The cops crowded around the pile of salt. They stood around in silence for a moment. They saw the mound rise once more and they all stepped back, drawing their weapons.

"Dear god, what is that thing?"

The mound fell and did not rise again.

"I know," someone said. The cops all turned and looked at Principal Pulaski. He wore a black trench coat. It fluttered in the breeze like in a movie. "I know what it is."


The officers dug the corpse from the salt, scared to touch the thing directly. Several managed to overcome their fear and helped lift the corpse into a dump truck.

"Okay. Follow me."

"What is that thing?" one of the officers asked again.

Pulaski looked at him. "Don't worry about what."

Pulaski got into his car; the cops got in theirs, one drove the truck. They followed his car not to the country, as some suspected they might, but downtown.

The downtown stores mostly existed to pull in tourist dollars: antique shops, hair salons, and other shops that replaced the old grocery, gun, and other stores. They all went by the wayside when a Wal-Mart came up in the next town over. Some stores, like Pulaski's father's liquor store, kept their doors open, though. The next town sat in another county, which had restrictive liquor license requirements.

The bizzare funeral processsion stopped in front of the liquor store the principal's father, a Walter Pulaski, walked out with the help of a walker (replete with tennis balls instead of the rubber stoppers) and got into Pulaski's car. He left the walker with a clerk on the side of the road.

They then drove two blocks and stopped in front of an alley. The younger Pulaski put the car in park and got out.

"We'll need to get it down the alley. Anyone have a dolly or a big cart of some sort?"

While Pulaski the Younger handled logistics of moving the thing, his father got out of the car. The elder walked slowly, as he had left his walker, down the alleyway.

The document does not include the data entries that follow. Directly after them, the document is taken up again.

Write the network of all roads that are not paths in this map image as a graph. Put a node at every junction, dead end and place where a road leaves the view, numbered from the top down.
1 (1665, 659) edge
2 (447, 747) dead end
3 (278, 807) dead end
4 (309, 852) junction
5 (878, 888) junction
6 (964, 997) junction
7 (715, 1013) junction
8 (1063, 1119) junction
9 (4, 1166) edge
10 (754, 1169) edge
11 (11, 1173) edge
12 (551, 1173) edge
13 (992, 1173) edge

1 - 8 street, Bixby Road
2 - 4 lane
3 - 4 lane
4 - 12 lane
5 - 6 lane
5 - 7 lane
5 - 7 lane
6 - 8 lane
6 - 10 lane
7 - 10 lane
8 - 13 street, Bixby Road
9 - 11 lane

When out of sight, he broke into a run. From under his wool suit-jacket, he produced a comically large set of keys, from which he plucked one. While running full speed a bystander might guess he would run into the door. But in some fluid motion he kept running, put the key in, unlocked it opened the door, entered, and removed the key. This all happened in less than a second.

He went down down down the steep set of stairs in darkness. The door shut and locked itself behind him when he was half-way down the first flight, leaving only the outline of the door.

As he turned a corner, a string of blue Christmas lights started and followed the stairs down. He took the stairs two at a time down even further until he reached another door.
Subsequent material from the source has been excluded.